‘The Dead Cannot Speak’


Arup Mallik
Professor Arup Mallik, arguably one of the most brilliant teachers of economics in the annals of economics teaching at the University of Calcutta, passed away in his East Kolkata residence on 25 May at the age of seventy three. Throughout his teaching career that spanned about four decades, he built up a large reputation for teaching as well as for his amiable personality and an ingrained tendency to
help students. But what is more remarkable about him is his defiance of the neo-classical orthodoxy

which usually goes by the name ‘mainstream economics’. To receptive students, he would clearly expose, often in discussions outside class rooms, the hollowness of the so-called mainstream economics. He had a gift of making apparently complicated and mind-boggling theoretical problems look simple and easy. His humane approach to everything made him immensely popular among those who knew him. This writer cannot remember any incident of someone trying to show disrepect to his learning and intelligence.

His political views, never clearly spelled out, lay somewhere between left liberalism and socialism. This correspeondent can clearly recollect that he participated actively in the movement for the release of political prisoners in 1977-78 and in later years, openly lent his support to movements for civil liberties and against police tyranny on many occasions.

It is, however, a matter of regret that he wrote very little and showed a general aversion to the habit of producing papers and books, a practice common among economists. It is not untrue to say that he had a jaundiced eye on all sorts of scholastic fanfare. In some sense, he was something like Sanjib Chandra Chatterjee ( elder brother of Bankim Chandra Chatterjee), about whom Tagore wrote, “His talent was rich, but economical (dhani, kintu grihini nay).” He was an admirer of Samar Sen and Frontier, but, true to his natural apathy for writing, wrote only one or two pieces for this weekly. One noteworthy piece was a review of JR Hicks’s remarkable book Economics and Causality, published in 1980 (81?). Rereading this review about two decades later, this writer came to have a glimpse of his grasp of the epistomological problems of economics. Personally, this correspondent received much help from him during his difficult, both material and mental, days although he would never admit of such help. The dead cannot speak. Had he been alive, he would not have liked this tribute to him.

Biplab Das
Biplab Das, founder of the well-known publishing house CAMP, and a lifelong friend of democratic movements passed away rather unexpectedly on 26 May after midnight in his Central Calcutta residence at the relatively premature age of 65.

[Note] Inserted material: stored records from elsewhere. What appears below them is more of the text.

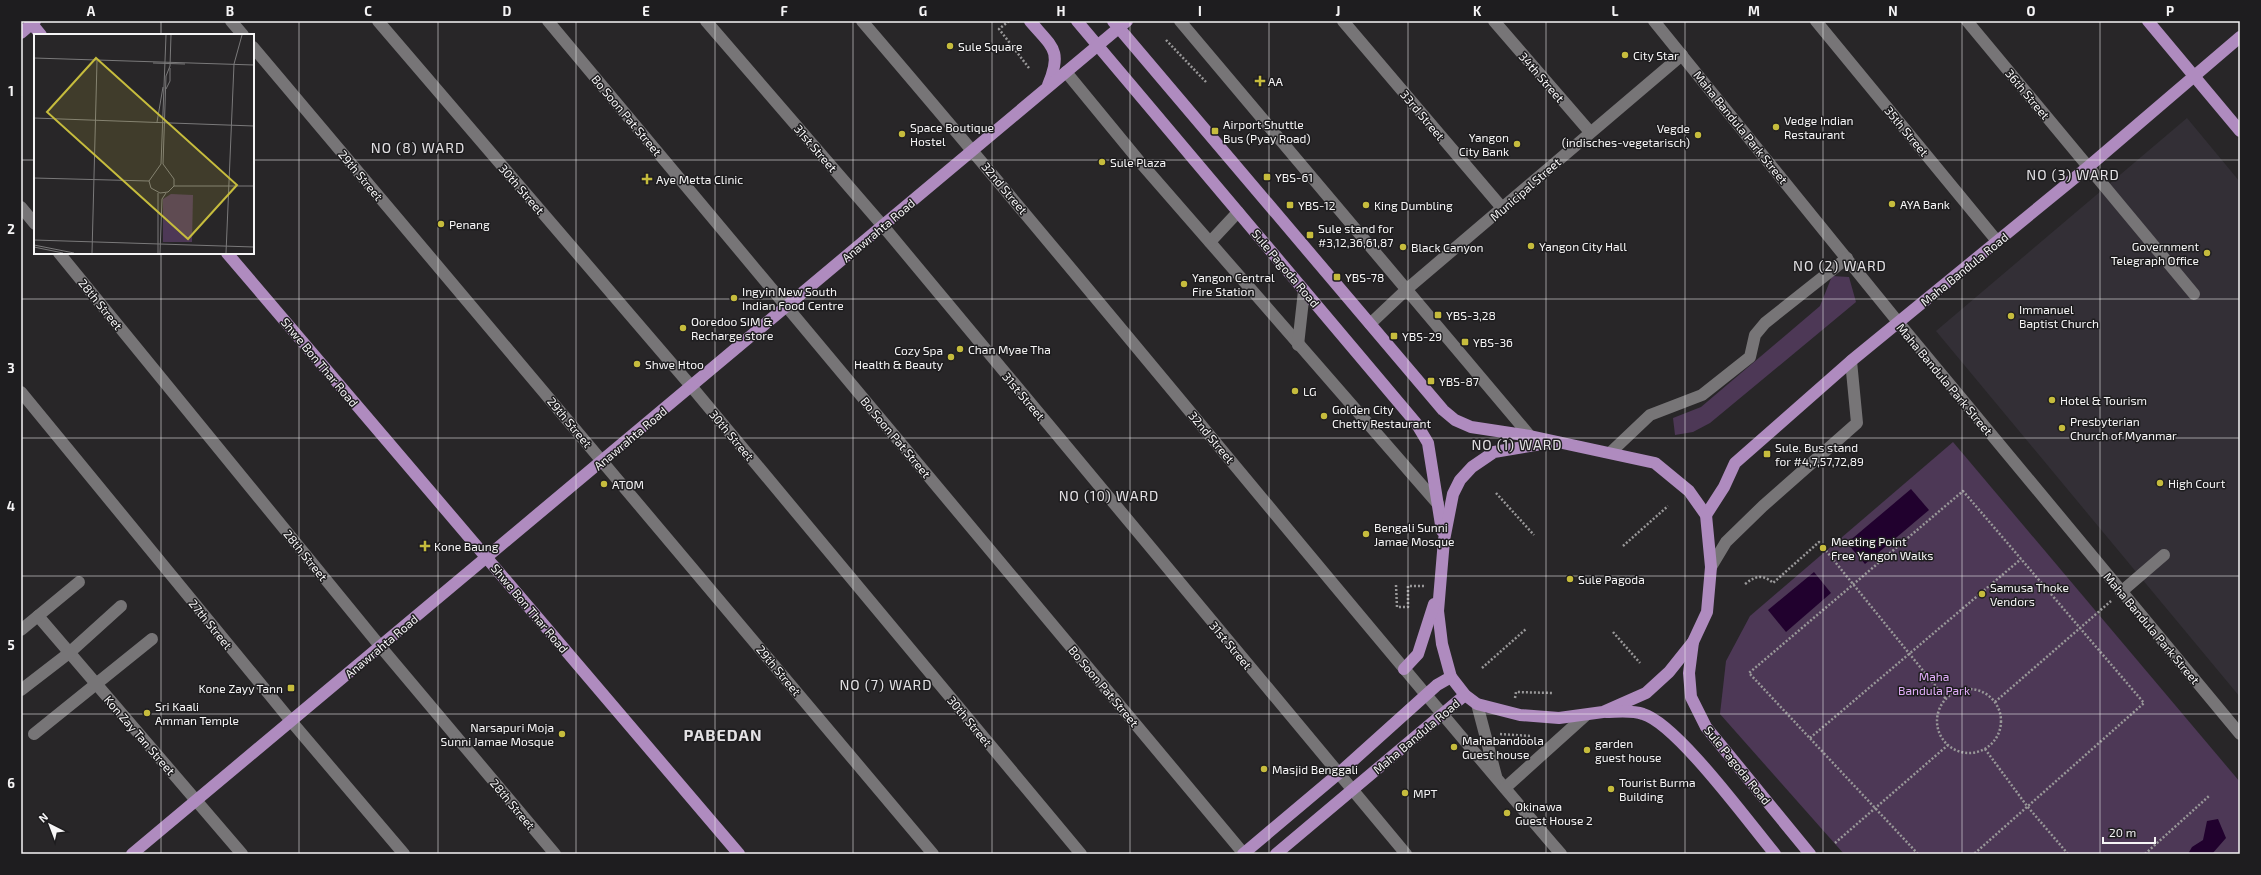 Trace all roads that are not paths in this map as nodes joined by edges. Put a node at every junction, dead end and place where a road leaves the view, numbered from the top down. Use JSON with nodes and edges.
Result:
{"nodes":[{"id":1,"x":231,"y":21,"type":"edge"},
{"id":2,"x":378,"y":21,"type":"edge"},
{"id":3,"x":548,"y":21,"type":"edge"},
{"id":4,"x":706,"y":21,"type":"edge"},
{"id":5,"x":862,"y":21,"type":"edge"},
{"id":6,"x":1030,"y":21,"type":"edge"},
{"id":7,"x":1077,"y":21,"type":"edge"},
{"id":8,"x":1180,"y":21,"type":"edge"},
{"id":9,"x":1343,"y":21,"type":"edge"},
{"id":10,"x":1494,"y":21,"type":"edge"},
{"id":11,"x":1654,"y":21,"type":"edge"},
{"id":12,"x":1816,"y":21,"type":"edge"},
{"id":13,"x":1967,"y":21,"type":"edge"},
{"id":14,"x":2148,"y":21,"type":"edge"},
{"id":15,"x":33,"y":22,"type":"edge"},
{"id":16,"x":1120,"y":23,"type":"edge"},
{"id":17,"x":21,"y":33,"type":"edge"},
{"id":18,"x":40,"y":34,"type":"edge"},
{"id":19,"x":242,"y":34,"type":"edge"},
{"id":20,"x":2240,"y":37,"type":"edge"},
{"id":21,"x":1098,"y":46,"type":"junction"},
{"id":22,"x":254,"y":48,"type":"edge"},
{"id":23,"x":1682,"y":55,"type":"junction"},
{"id":24,"x":1066,"y":72,"type":"junction"},
{"id":25,"x":2195,"y":77,"type":"junction"},
{"id":26,"x":1048,"y":87,"type":"junction"},
{"id":27,"x":2240,"y":131,"type":"edge"},
{"id":28,"x":1590,"y":132,"type":"junction"},
{"id":29,"x":973,"y":150,"type":"junction"},
{"id":30,"x":2088,"y":167,"type":"junction"},
{"id":31,"x":21,"y":207,"type":"edge"},
{"id":32,"x":1503,"y":209,"type":"junction"},
{"id":33,"x":1238,"y":212,"type":"junction"},
{"id":34,"x":34,"y":223,"type":"edge"},
{"id":35,"x":883,"y":226,"type":"junction"},
{"id":36,"x":1997,"y":241,"type":"junction"},
{"id":37,"x":1210,"y":242,"type":"junction"},
{"id":38,"x":60,"y":254,"type":"edge"},
{"id":39,"x":228,"y":254,"type":"edge"},
{"id":40,"x":1847,"y":258,"type":"junction"},
{"id":41,"x":1408,"y":289,"type":"junction"},
{"id":42,"x":1304,"y":291,"type":"junction"},
{"id":43,"x":2194,"y":294,"type":"dead end"},
{"id":44,"x":787,"y":306,"type":"junction"},
{"id":45,"x":1898,"y":322,"type":"junction"},
{"id":46,"x":1370,"y":324,"type":"junction"},
{"id":47,"x":1298,"y":344,"type":"junction"},
{"id":48,"x":1851,"y":361,"type":"junction"},
{"id":49,"x":691,"y":386,"type":"junction"},
{"id":50,"x":21,"y":392,"type":"edge"},
{"id":51,"x":1530,"y":436,"type":"junction"},
{"id":52,"x":1554,"y":442,"type":"junction"},
{"id":53,"x":1611,"y":452,"type":"junction"},
{"id":54,"x":602,"y":460,"type":"junction"},
{"id":55,"x":1438,"y":504,"type":"junction"},
{"id":56,"x":1706,"y":515,"type":"junction"},
{"id":57,"x":1444,"y":540,"type":"junction"},
{"id":58,"x":2164,"y":556,"type":"dead end"},
{"id":59,"x":487,"y":557,"type":"junction"},
{"id":60,"x":1711,"y":567,"type":"junction"},
{"id":61,"x":1439,"y":578,"type":"junction"},
{"id":62,"x":78,"y":582,"type":"dead end"},
{"id":63,"x":2121,"y":592,"type":"junction"},
{"id":64,"x":121,"y":606,"type":"dead end"},
{"id":65,"x":38,"y":616,"type":"junction"},
{"id":66,"x":21,"y":630,"type":"edge"},
{"id":67,"x":152,"y":639,"type":"dead end"},
{"id":68,"x":1693,"y":642,"type":"junction"},
{"id":69,"x":380,"y":646,"type":"junction"},
{"id":70,"x":69,"y":653,"type":"junction"},
{"id":71,"x":1404,"y":669,"type":"junction"},
{"id":72,"x":1451,"y":677,"type":"junction"},
{"id":73,"x":96,"y":684,"type":"junction"},
{"id":74,"x":21,"y":690,"type":"edge"},
{"id":75,"x":1465,"y":694,"type":"junction"},
{"id":76,"x":1425,"y":695,"type":"junction"},
{"id":77,"x":1477,"y":704,"type":"junction"},
{"id":78,"x":1603,"y":712,"type":"junction"},
{"id":79,"x":1442,"y":715,"type":"junction"},
{"id":80,"x":1586,"y":715,"type":"junction"},
{"id":81,"x":291,"y":721,"type":"junction"},
{"id":82,"x":34,"y":734,"type":"dead end"},
{"id":83,"x":2240,"y":734,"type":"edge"},
{"id":84,"x":1338,"y":774,"type":"junction"},
{"id":85,"x":1501,"y":784,"type":"junction"},
{"id":86,"x":1352,"y":790,"type":"junction"},
{"id":87,"x":196,"y":800,"type":"junction"},
{"id":88,"x":132,"y":854,"type":"edge"},
{"id":89,"x":242,"y":854,"type":"edge"},
{"id":90,"x":404,"y":854,"type":"edge"},
{"id":91,"x":555,"y":854,"type":"edge"},
{"id":92,"x":739,"y":854,"type":"edge"},
{"id":93,"x":933,"y":854,"type":"edge"},
{"id":94,"x":1080,"y":854,"type":"edge"},
{"id":95,"x":1244,"y":854,"type":"edge"},
{"id":96,"x":1276,"y":854,"type":"edge"},
{"id":97,"x":1406,"y":854,"type":"edge"},
{"id":98,"x":1561,"y":854,"type":"edge"},
{"id":99,"x":1775,"y":854,"type":"edge"},
{"id":100,"x":1810,"y":854,"type":"edge"}],
"edges":[{"from":1,"to":19,"type":"street"},
{"from":2,"to":49,"type":"street","name":"30th Street"},
{"from":3,"to":44,"type":"street","name":"Bo Soon Pat Street"},
{"from":4,"to":35,"type":"street","name":"31st Street"},
{"from":5,"to":29,"type":"street","name":"32nd Street"},
{"from":6,"to":26,"type":"main road"},
{"from":7,"to":21,"type":"main road","name":"Sule Pagoda Road"},
{"from":8,"to":41,"type":"street"},
{"from":9,"to":32,"type":"street","name":"33rd Street"},
{"from":10,"to":28,"type":"street","name":"34th Street"},
{"from":11,"to":23,"type":"street","name":"Maha Bandula Park Street"},
{"from":12,"to":36,"type":"street","name":"35th Street"},
{"from":13,"to":30,"type":"street","name":"36th Street"},
{"from":14,"to":25,"type":"main road"},
{"from":15,"to":17,"type":"main road"},
{"from":15,"to":18,"type":"main road"},
{"from":16,"to":21,"type":"main road","name":"Anawrahta Road"},
{"from":16,"to":46,"type":"main road"},
{"from":20,"to":25,"type":"main road","name":"Maha Bandula Road"},
{"from":21,"to":24,"type":"main road","name":"Anawrahta Road"},
{"from":21,"to":33,"type":"main road","name":"Sule Pagoda Road"},
{"from":22,"to":54,"type":"street","name":"29th Street"},
{"from":23,"to":28,"type":"street","name":"Municipal Street"},
{"from":23,"to":40,"type":"street","name":"Maha Bandula Park Street"},
{"from":24,"to":26,"type":"main road","name":"Anawrahta Road"},
{"from":24,"to":37,"type":"street"},
{"from":25,"to":27,"type":"main road"},
{"from":25,"to":30,"type":"main road","name":"Maha Bandula Road"},
{"from":26,"to":29,"type":"main road","name":"Anawrahta Road"},
{"from":28,"to":32,"type":"street","name":"Municipal Street"},
{"from":29,"to":35,"type":"main road","name":"Anawrahta Road"},
{"from":29,"to":71,"type":"street","name":"32nd Street"},
{"from":30,"to":36,"type":"main road","name":"Maha Bandula Road"},
{"from":30,"to":43,"type":"street","name":"36th Street"},
{"from":31,"to":34,"type":"street"},
{"from":32,"to":41,"type":"street","name":"Municipal Street"},
{"from":33,"to":37,"type":"street"},
{"from":33,"to":42,"type":"main road","name":"Sule Pagoda Road"},
{"from":35,"to":44,"type":"main road","name":"Anawrahta Road"},
{"from":35,"to":84,"type":"street","name":"31st Street"},
{"from":36,"to":45,"type":"main road","name":"Maha Bandula Road"},
{"from":37,"to":47,"type":"street"},
{"from":38,"to":69,"type":"street","name":"28th Street"},
{"from":39,"to":59,"type":"main road","name":"Shwe Bon Thar Road"},
{"from":40,"to":45,"type":"street","name":"Maha Bandula Park Street"},
{"from":40,"to":53,"type":"street"},
{"from":41,"to":46,"type":"street","name":"Municipal Street"},
{"from":41,"to":51,"type":"street"},
{"from":42,"to":47,"type":"street"},
{"from":42,"to":55,"type":"main road","name":"Sule Pagoda Road"},
{"from":44,"to":49,"type":"main road","name":"Anawrahta Road"},
{"from":44,"to":95,"type":"street","name":"Bo Soon Pat Street"},
{"from":45,"to":48,"type":"main road","name":"Maha Bandula Road"},
{"from":45,"to":63,"type":"street","name":"Maha Bandula Park Street"},
{"from":46,"to":51,"type":"main road"},
{"from":47,"to":55,"type":"street"},
{"from":48,"to":56,"type":"main road","name":"Maha Bandula Road"},
{"from":48,"to":60,"type":"street"},
{"from":49,"to":54,"type":"main road","name":"Anawrahta Road"},
{"from":49,"to":94,"type":"street","name":"30th Street"},
{"from":50,"to":81,"type":"street","name":"27th Street"},
{"from":51,"to":52,"type":"main road"},
{"from":52,"to":53,"type":"main road"},
{"from":52,"to":57,"type":"main road"},
{"from":53,"to":56,"type":"main road"},
{"from":54,"to":59,"type":"main road","name":"Anawrahta Road"},
{"from":54,"to":93,"type":"street","name":"29th Street"},
{"from":55,"to":57,"type":"main road","name":"Sule Pagoda Road"},
{"from":56,"to":60,"type":"main road"},
{"from":57,"to":61,"type":"main road"},
{"from":58,"to":63,"type":"street"},
{"from":59,"to":69,"type":"main road","name":"Anawrahta Road"},
{"from":59,"to":92,"type":"main road","name":"Shwe Bon Thar Road"},
{"from":60,"to":68,"type":"main road"},
{"from":61,"to":71,"type":"main road"},
{"from":61,"to":72,"type":"main road"},
{"from":62,"to":65,"type":"street"},
{"from":63,"to":83,"type":"street","name":"Maha Bandula Park Street"},
{"from":64,"to":70,"type":"street"},
{"from":65,"to":66,"type":"street"},
{"from":65,"to":70,"type":"street","name":"Kon Zay Tan Street"},
{"from":67,"to":73,"type":"street"},
{"from":68,"to":78,"type":"main road"},
{"from":68,"to":100,"type":"main road","name":"Sule Pagoda Road"},
{"from":69,"to":81,"type":"main road","name":"Anawrahta Road"},
{"from":69,"to":91,"type":"street","name":"28th Street"},
{"from":70,"to":73,"type":"street","name":"Kon Zay Tan Street"},
{"from":70,"to":74,"type":"street"},
{"from":71,"to":76,"type":"street","name":"32nd Street"},
{"from":72,"to":75,"type":"main road"},
{"from":72,"to":76,"type":"main road","name":"Maha Bandula Road"},
{"from":73,"to":82,"type":"street"},
{"from":73,"to":87,"type":"street","name":"Kon Zay Tan Street"},
{"from":75,"to":77,"type":"main road"},
{"from":75,"to":79,"type":"main road","name":"Maha Bandula Road"},
{"from":76,"to":79,"type":"street","name":"32nd Street"},
{"from":76,"to":84,"type":"main road","name":"Maha Bandula Road"},
{"from":77,"to":80,"type":"main road"},
{"from":77,"to":85,"type":"street"},
{"from":78,"to":80,"type":"main road"},
{"from":78,"to":99,"type":"main road"},
{"from":79,"to":85,"type":"street","name":"32nd Street"},
{"from":79,"to":86,"type":"main road","name":"Maha Bandula Road"},
{"from":80,"to":85,"type":"street"},
{"from":81,"to":87,"type":"main road","name":"Anawrahta Road"},
{"from":81,"to":90,"type":"street","name":"27th Street"},
{"from":84,"to":86,"type":"street","name":"31st Street"},
{"from":84,"to":95,"type":"main road","name":"Maha Bandula Road"},
{"from":85,"to":98,"type":"street","name":"32nd Street"},
{"from":86,"to":96,"type":"main road","name":"Maha Bandula Road"},
{"from":86,"to":97,"type":"street"},
{"from":87,"to":88,"type":"main road","name":"Anawrahta Road"},
{"from":87,"to":89,"type":"street","name":"Kon Zay Tan Street"}]}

When still a teenager, Biplab was attracted towards the communist movement and was influenced by Naxalbari. It was a period of revolutionary turbulence and like many of his generation, he dreamt of revolutionary change and spent many months in prison. After his release, he got associated with the then anti-fascist mass movements and in 1977, joined the united Provisional Central Committee of the CPI(M-L). He even resigned his job in order to serve as a whole-time worker of the party. But successive splits and setbacks depressed him somewhat and after 1984, he stopped active party work. His association with the democratic movements was however not snapped, and he began to work as an activist of the APDR, of which he was a member till death. It was during this period that he set up his publishing house and began to publish quality books. The small room of the College Street area in which CAMP was situated was frequented by visitors from all walks of life and from all sorts of places, from remote Medinipur villages to Oslo and London. This writer, who had worked with Biplab during 1978-80 on the weekly Lal Jhanda, was a habitue of the publishing house whenever he was in Kolkata. He has also benefited immensely from Biplab’s natural kindness and altruistic disposition, but it is not necessary to dwell on that here.

Eldest of three brothers, Biplab was a life-long bachelor and is survived by his next brother and sister-in-law. His youngest brother had predeceased him by about two years.